**PROBLEM:**
Omit the images, then output each of the records below exactly.

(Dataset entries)

##########

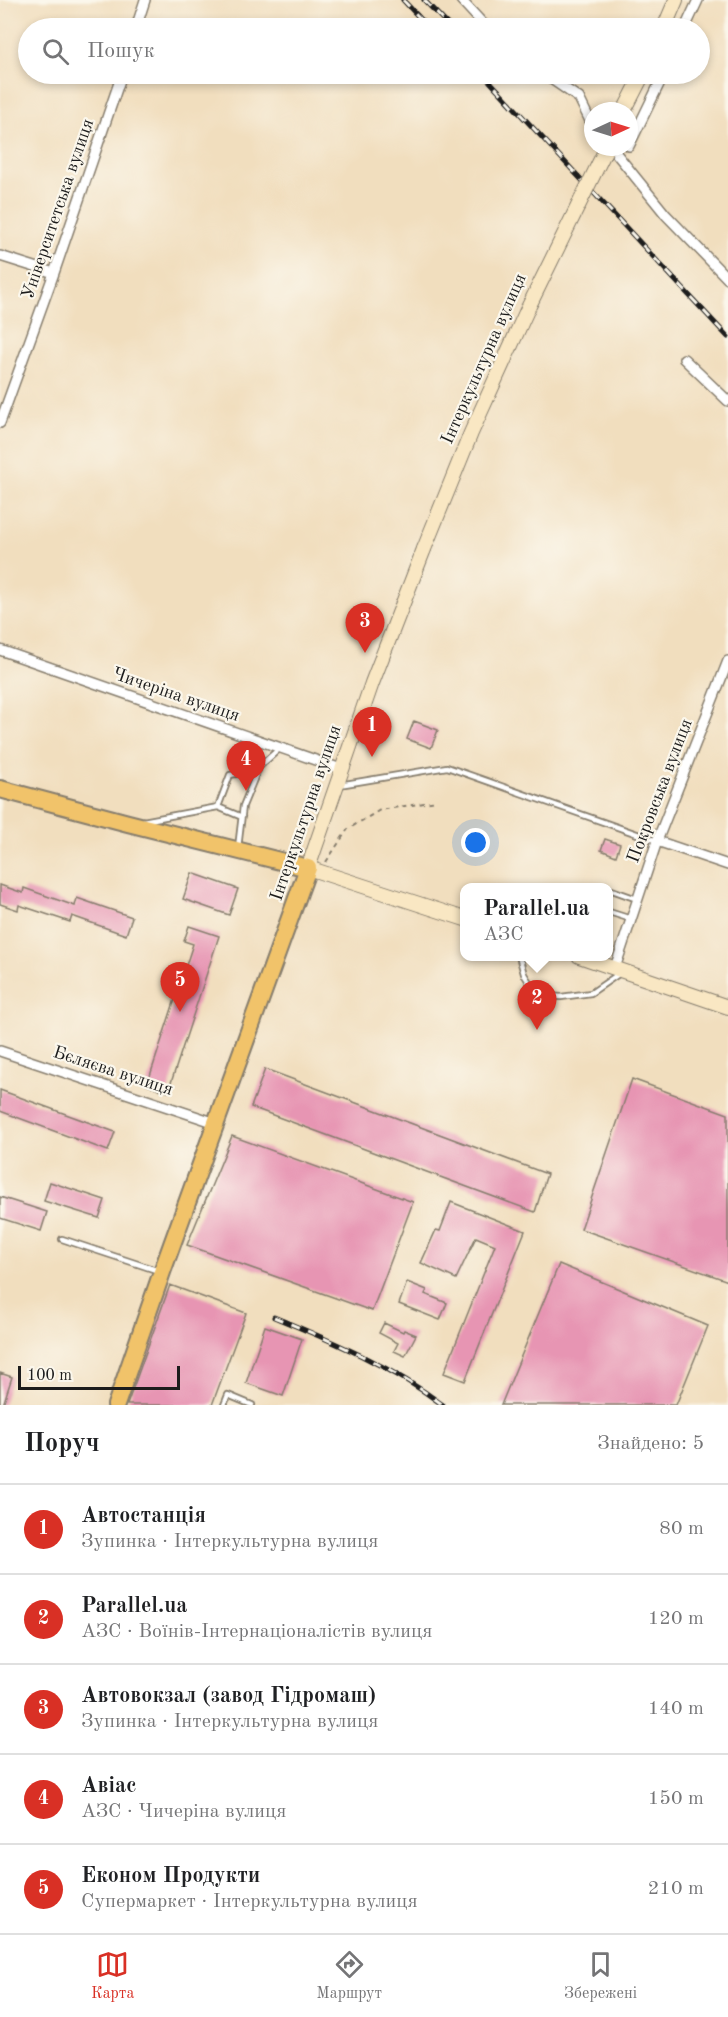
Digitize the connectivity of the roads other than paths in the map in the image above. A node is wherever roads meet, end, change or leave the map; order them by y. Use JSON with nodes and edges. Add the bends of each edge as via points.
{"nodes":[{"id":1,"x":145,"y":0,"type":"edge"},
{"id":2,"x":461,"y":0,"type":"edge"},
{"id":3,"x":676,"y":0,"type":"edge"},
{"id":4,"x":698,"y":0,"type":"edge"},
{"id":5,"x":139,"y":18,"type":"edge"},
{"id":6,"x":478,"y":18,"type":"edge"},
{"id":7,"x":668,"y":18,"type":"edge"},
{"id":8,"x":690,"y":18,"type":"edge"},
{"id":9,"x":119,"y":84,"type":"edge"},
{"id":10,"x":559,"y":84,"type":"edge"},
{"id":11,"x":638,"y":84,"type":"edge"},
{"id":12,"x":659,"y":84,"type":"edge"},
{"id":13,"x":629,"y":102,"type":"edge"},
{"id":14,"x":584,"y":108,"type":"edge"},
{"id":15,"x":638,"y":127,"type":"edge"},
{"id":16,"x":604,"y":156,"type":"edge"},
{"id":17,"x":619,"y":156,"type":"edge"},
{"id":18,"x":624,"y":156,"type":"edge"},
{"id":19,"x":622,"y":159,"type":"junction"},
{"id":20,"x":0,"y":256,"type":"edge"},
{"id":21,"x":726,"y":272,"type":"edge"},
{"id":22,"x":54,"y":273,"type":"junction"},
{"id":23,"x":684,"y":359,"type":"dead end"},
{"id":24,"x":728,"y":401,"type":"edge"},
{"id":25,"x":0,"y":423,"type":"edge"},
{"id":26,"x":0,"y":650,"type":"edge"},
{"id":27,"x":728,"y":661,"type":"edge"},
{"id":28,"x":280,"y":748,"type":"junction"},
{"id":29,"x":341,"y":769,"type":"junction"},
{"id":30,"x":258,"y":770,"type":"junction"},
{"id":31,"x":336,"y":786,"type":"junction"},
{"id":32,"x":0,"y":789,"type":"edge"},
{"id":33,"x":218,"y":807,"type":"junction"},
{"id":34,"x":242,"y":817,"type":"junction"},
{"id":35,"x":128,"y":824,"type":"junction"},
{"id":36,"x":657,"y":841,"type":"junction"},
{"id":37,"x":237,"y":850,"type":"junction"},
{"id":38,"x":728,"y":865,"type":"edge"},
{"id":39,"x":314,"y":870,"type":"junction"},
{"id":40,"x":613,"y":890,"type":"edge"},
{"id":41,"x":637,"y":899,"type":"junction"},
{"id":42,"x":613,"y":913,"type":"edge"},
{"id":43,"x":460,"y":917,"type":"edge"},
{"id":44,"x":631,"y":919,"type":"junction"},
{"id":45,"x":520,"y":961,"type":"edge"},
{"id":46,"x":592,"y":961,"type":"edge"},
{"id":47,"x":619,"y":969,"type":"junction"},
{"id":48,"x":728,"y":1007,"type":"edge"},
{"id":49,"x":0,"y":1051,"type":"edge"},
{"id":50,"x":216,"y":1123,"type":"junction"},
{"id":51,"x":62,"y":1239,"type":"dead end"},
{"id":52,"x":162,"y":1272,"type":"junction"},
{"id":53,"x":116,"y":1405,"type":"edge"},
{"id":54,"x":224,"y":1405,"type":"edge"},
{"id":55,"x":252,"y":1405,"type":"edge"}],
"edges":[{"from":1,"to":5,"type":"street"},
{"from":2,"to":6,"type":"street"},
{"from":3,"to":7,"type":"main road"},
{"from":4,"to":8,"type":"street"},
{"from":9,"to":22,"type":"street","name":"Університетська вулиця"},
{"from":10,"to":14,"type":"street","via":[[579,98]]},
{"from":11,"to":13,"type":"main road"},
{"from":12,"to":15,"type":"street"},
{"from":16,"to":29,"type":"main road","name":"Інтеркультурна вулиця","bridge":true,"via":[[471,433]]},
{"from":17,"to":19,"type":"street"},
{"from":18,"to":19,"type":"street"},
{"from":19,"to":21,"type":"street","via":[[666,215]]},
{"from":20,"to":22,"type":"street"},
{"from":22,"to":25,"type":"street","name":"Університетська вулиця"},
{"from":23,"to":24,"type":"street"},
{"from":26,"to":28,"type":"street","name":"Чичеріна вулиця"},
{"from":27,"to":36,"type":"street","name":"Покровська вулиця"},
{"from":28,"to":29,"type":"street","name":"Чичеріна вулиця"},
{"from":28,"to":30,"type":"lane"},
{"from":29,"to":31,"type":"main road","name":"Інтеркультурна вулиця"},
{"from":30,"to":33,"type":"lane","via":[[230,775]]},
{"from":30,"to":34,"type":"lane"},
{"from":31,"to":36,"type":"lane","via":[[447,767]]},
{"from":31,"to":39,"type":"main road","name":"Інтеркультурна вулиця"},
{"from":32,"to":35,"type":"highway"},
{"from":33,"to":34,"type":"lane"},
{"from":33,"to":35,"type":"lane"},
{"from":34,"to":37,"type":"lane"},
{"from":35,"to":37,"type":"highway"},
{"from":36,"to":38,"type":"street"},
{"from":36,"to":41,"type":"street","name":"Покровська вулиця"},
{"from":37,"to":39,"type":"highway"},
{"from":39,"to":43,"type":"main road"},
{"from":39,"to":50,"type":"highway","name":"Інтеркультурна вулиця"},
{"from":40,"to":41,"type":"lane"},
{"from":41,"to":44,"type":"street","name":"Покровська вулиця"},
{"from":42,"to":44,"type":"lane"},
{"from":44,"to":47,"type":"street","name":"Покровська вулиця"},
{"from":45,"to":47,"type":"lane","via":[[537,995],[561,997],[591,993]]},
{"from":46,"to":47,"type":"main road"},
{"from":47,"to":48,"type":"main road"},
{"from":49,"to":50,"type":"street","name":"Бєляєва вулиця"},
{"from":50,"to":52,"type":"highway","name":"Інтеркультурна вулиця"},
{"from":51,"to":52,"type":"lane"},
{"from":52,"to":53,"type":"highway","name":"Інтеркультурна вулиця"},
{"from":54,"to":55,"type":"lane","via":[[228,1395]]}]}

##########

**THE COMPLETED TASK:**
Digitize the connectivity of the roads other than paths in the map in the image above. A node is wherever roads meet, end, change or leave the map; order them by y. Use JSON with nodes and edges. Add the bends of each edge as via points.
{"nodes":[{"id":1,"x":145,"y":0,"type":"edge"},
{"id":2,"x":461,"y":0,"type":"edge"},
{"id":3,"x":676,"y":0,"type":"edge"},
{"id":4,"x":698,"y":0,"type":"edge"},
{"id":5,"x":139,"y":18,"type":"edge"},
{"id":6,"x":478,"y":18,"type":"edge"},
{"id":7,"x":668,"y":18,"type":"edge"},
{"id":8,"x":690,"y":18,"type":"edge"},
{"id":9,"x":119,"y":84,"type":"edge"},
{"id":10,"x":559,"y":84,"type":"edge"},
{"id":11,"x":638,"y":84,"type":"edge"},
{"id":12,"x":659,"y":84,"type":"edge"},
{"id":13,"x":629,"y":102,"type":"edge"},
{"id":14,"x":584,"y":108,"type":"edge"},
{"id":15,"x":638,"y":127,"type":"edge"},
{"id":16,"x":604,"y":156,"type":"edge"},
{"id":17,"x":619,"y":156,"type":"edge"},
{"id":18,"x":624,"y":156,"type":"edge"},
{"id":19,"x":622,"y":159,"type":"junction"},
{"id":20,"x":0,"y":256,"type":"edge"},
{"id":21,"x":726,"y":272,"type":"edge"},
{"id":22,"x":54,"y":273,"type":"junction"},
{"id":23,"x":684,"y":359,"type":"dead end"},
{"id":24,"x":728,"y":401,"type":"edge"},
{"id":25,"x":0,"y":423,"type":"edge"},
{"id":26,"x":0,"y":650,"type":"edge"},
{"id":27,"x":728,"y":661,"type":"edge"},
{"id":28,"x":280,"y":748,"type":"junction"},
{"id":29,"x":341,"y":769,"type":"junction"},
{"id":30,"x":258,"y":770,"type":"junction"},
{"id":31,"x":336,"y":786,"type":"junction"},
{"id":32,"x":0,"y":789,"type":"edge"},
{"id":33,"x":218,"y":807,"type":"junction"},
{"id":34,"x":242,"y":817,"type":"junction"},
{"id":35,"x":128,"y":824,"type":"junction"},
{"id":36,"x":657,"y":841,"type":"junction"},
{"id":37,"x":237,"y":850,"type":"junction"},
{"id":38,"x":728,"y":865,"type":"edge"},
{"id":39,"x":314,"y":870,"type":"junction"},
{"id":40,"x":613,"y":890,"type":"edge"},
{"id":41,"x":637,"y":899,"type":"junction"},
{"id":42,"x":613,"y":913,"type":"edge"},
{"id":43,"x":460,"y":917,"type":"edge"},
{"id":44,"x":631,"y":919,"type":"junction"},
{"id":45,"x":520,"y":961,"type":"edge"},
{"id":46,"x":592,"y":961,"type":"edge"},
{"id":47,"x":619,"y":969,"type":"junction"},
{"id":48,"x":728,"y":1007,"type":"edge"},
{"id":49,"x":0,"y":1051,"type":"edge"},
{"id":50,"x":216,"y":1123,"type":"junction"},
{"id":51,"x":62,"y":1239,"type":"dead end"},
{"id":52,"x":162,"y":1272,"type":"junction"},
{"id":53,"x":116,"y":1405,"type":"edge"},
{"id":54,"x":224,"y":1405,"type":"edge"},
{"id":55,"x":252,"y":1405,"type":"edge"}],
"edges":[{"from":1,"to":5,"type":"street"},
{"from":2,"to":6,"type":"street"},
{"from":3,"to":7,"type":"main road"},
{"from":4,"to":8,"type":"street"},
{"from":9,"to":22,"type":"street","name":"Університетська вулиця"},
{"from":10,"to":14,"type":"street","via":[[579,98]]},
{"from":11,"to":13,"type":"main road"},
{"from":12,"to":15,"type":"street"},
{"from":16,"to":29,"type":"main road","name":"Інтеркультурна вулиця","bridge":true,"via":[[471,433]]},
{"from":17,"to":19,"type":"street"},
{"from":18,"to":19,"type":"street"},
{"from":19,"to":21,"type":"street","via":[[666,215]]},
{"from":20,"to":22,"type":"street"},
{"from":22,"to":25,"type":"street","name":"Університетська вулиця"},
{"from":23,"to":24,"type":"street"},
{"from":26,"to":28,"type":"street","name":"Чичеріна вулиця"},
{"from":27,"to":36,"type":"street","name":"Покровська вулиця"},
{"from":28,"to":29,"type":"street","name":"Чичеріна вулиця"},
{"from":28,"to":30,"type":"lane"},
{"from":29,"to":31,"type":"main road","name":"Інтеркультурна вулиця"},
{"from":30,"to":33,"type":"lane","via":[[230,775]]},
{"from":30,"to":34,"type":"lane"},
{"from":31,"to":36,"type":"lane","via":[[447,767]]},
{"from":31,"to":39,"type":"main road","name":"Інтеркультурна вулиця"},
{"from":32,"to":35,"type":"highway"},
{"from":33,"to":34,"type":"lane"},
{"from":33,"to":35,"type":"lane"},
{"from":34,"to":37,"type":"lane"},
{"from":35,"to":37,"type":"highway"},
{"from":36,"to":38,"type":"street"},
{"from":36,"to":41,"type":"street","name":"Покровська вулиця"},
{"from":37,"to":39,"type":"highway"},
{"from":39,"to":43,"type":"main road"},
{"from":39,"to":50,"type":"highway","name":"Інтеркультурна вулиця"},
{"from":40,"to":41,"type":"lane"},
{"from":41,"to":44,"type":"street","name":"Покровська вулиця"},
{"from":42,"to":44,"type":"lane"},
{"from":44,"to":47,"type":"street","name":"Покровська вулиця"},
{"from":45,"to":47,"type":"lane","via":[[537,995],[561,997],[591,993]]},
{"from":46,"to":47,"type":"main road"},
{"from":47,"to":48,"type":"main road"},
{"from":49,"to":50,"type":"street","name":"Бєляєва вулиця"},
{"from":50,"to":52,"type":"highway","name":"Інтеркультурна вулиця"},
{"from":51,"to":52,"type":"lane"},
{"from":52,"to":53,"type":"highway","name":"Інтеркультурна вулиця"},
{"from":54,"to":55,"type":"lane","via":[[228,1395]]}]}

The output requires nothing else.